Ideias como "entre caçadores-coletores, mulheres ficavam o tempo todo coletando e cuidando de bebês enquanto homens caçavam e guerreavam" não são bem verdade. Não que as mulheres não cuidassem de bebês, mas nem por isso podemos fazer recortes simples a partir das diferenças sexuais e seus papéis sociais.
E essa impossibilidade se deve a, entre outras razões, elementos que a nós parecem irracionais. Quer um exemplo?
Segundo o antropólogo Alain Testart (1945-2013), no seu "L'Amazone et la Cuisinière, Anthropologie de la Division Sexuelle du Travail" (Edition Gallimard, 2014), mulheres participavam, sim, da atividade de caça, mas nunca com instrumentos que pudessem fazer sangrar o animal caçado. Só métodos que não implicassem sangramento do animal tinham a participação das mulheres. O autor dá todos os elementos que sustentam essa afirmação no livro em questão.
Por quê? Uma das hipóteses é que o sangue em si fosse a questão. As mulheres sangram mensalmente por muitos anos – inclusive, esses longos anos são os anos em que elas são férteis –, e é possível que a menstruação fosse vista como algum elemento mágico: todo mês sangra, mas não morre. É possível mesmo que o estar menstruada implicasse algum tipo de recolhimento nas chamadas "casas de menstruação" para uso exclusivo das mulheres, segundo o arqueólogo Brian Hayden no seu "The Power of Ritual in Prehistory" (Cambridge, 2018).
Lembro-me, em minha infância, quando escutava as mulheres dizerem que quando menstruadas não deveriam fazer bolos porque não dava liga. Não há relação de causa e efeito possível entre uma mulher estar menstruada, que é um processo fisiológico normal e que se manifesta em sangramento pelo órgão sexual, e a liga num bolo! Mas, então, por quê? Ninguém tem a mínima ideia.
É possível que nossos ancestrais tenham feito algum tipo de vínculo semelhante para excluir as mulheres da atividade de caça quando o animal exigia instrumentos de corte para caçá-lo. Isso nada tem a ver com assumir fraqueza por parte das mulheres, já que elas caçavam em outras situações, mas deve ter sido algum vínculo de teor "irracional", como a história do bolo e da menstruação.
A menstruação, como se sabe, já foi objeto de muito trabalho de significação. De um lado, alguns a consideravam indício de castigo divino, de outro, algumas creem que regarem alfaces com sangue menstrual colhido num cone significa emancipação feminina espiritual e política.
Você vê, minha cara leitora, como continuamos uma espécie atolada em elementos irracionais?
A menstruação também é objeto de enorme erotização por parte de muitos homens.

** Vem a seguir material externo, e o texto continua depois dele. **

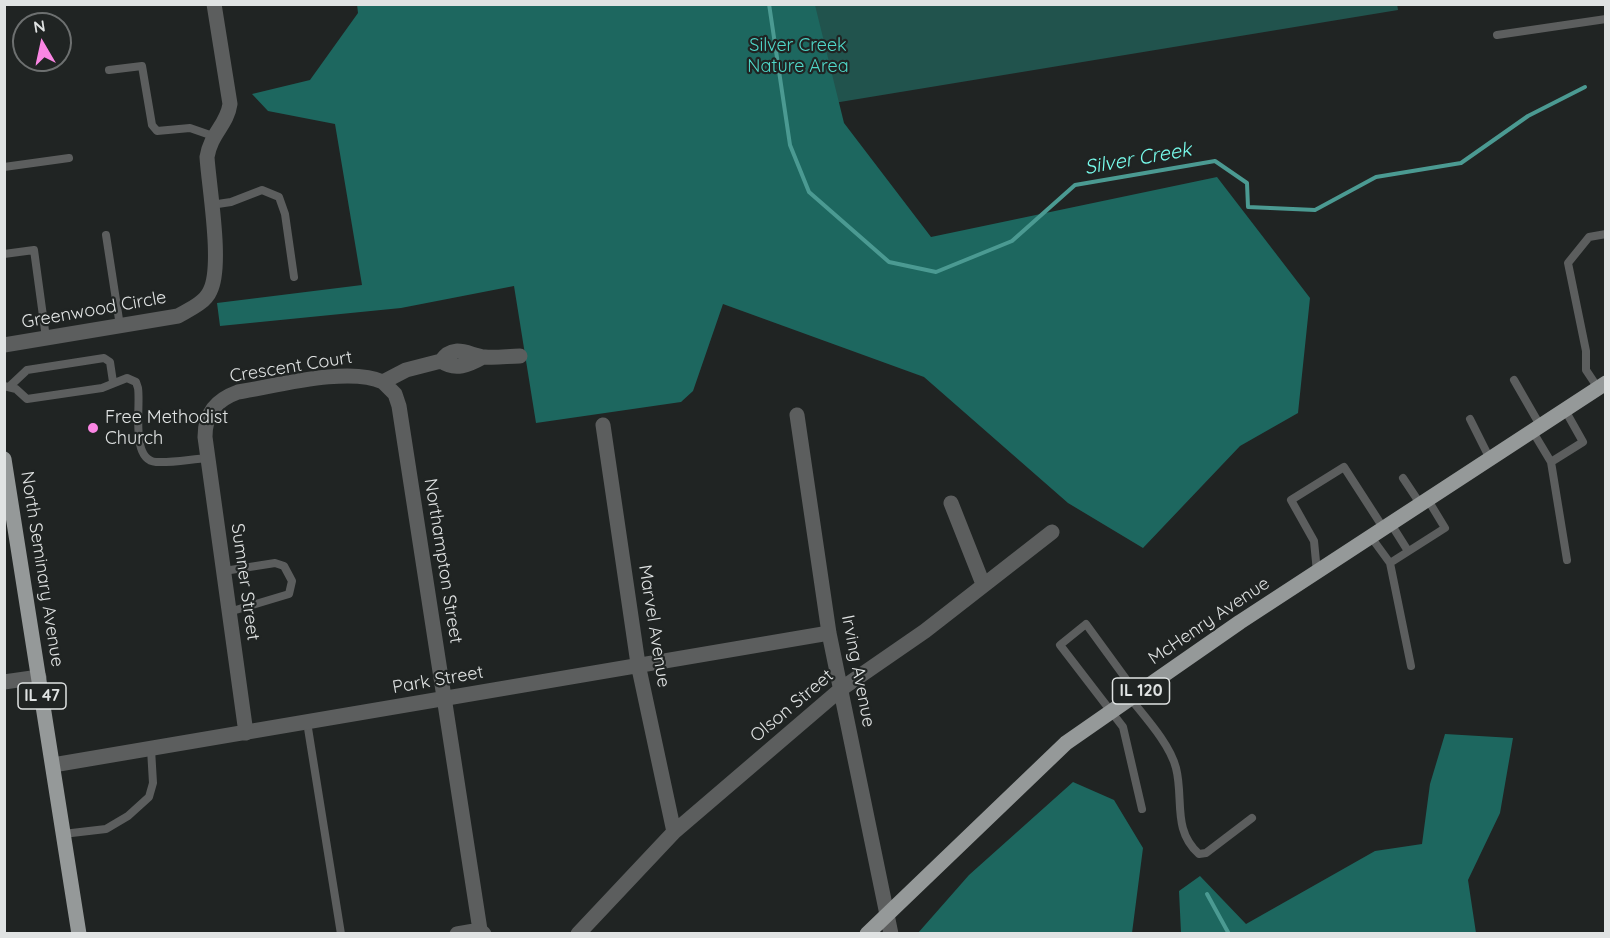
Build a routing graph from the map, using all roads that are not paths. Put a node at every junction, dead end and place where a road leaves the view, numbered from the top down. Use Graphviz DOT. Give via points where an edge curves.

Alguns homens têm um prazer especial em fazer sexo oral em mulheres menstruadas para sugar-lhes o sangue, como num ato vampiresco, que pode começar lambendo o sangue que escorre pelas pernas até chegar à fonte de tão almejada delícia.
Muitas mulheres que já passaram pela menopausa dizem sentir saudade da menstruação, o que não pode ser uma "saudade racional", já que a menstruação, além de implicar cuidados higiênicos que às vezes podem atrapalhar o cotidiano, ela pode causar dor e limitação de algumas atividades. Saudade, então, do quê?
É possível que seja saudade da juventude, saudade da fertilidade, saudade da potência de gerar vida, saudade do próprio desejo sexual mais forte no momento fértil, antes da menstruação. A verdade é que sangrar aqui encerra um ciclo de fertilidade e abre outro e, assim, deixa a mulher, de novo, pronta pra ser fecundada.
A força da fertilidade sempre foi um elemento muito importante nas religiões politeístas. O poder de gerar vida sempre foi uma forma de mistério.
Hoje, coitada, a menstruação não tem mais essa força. Ela tem sido mesmo objeto de polêmicas de linguagem. O politicamente correto, herdeiro da Santa Inquisição, tem lambido o tema com sua longa e gelada língua de réptil. Algumas dessas línguas dizem que não podemos falar que mulheres menstruam. Devemos nos referir a elas como "pessoas que menstruam". Deixemos a caravana passar. E a vida seguir o seu curso.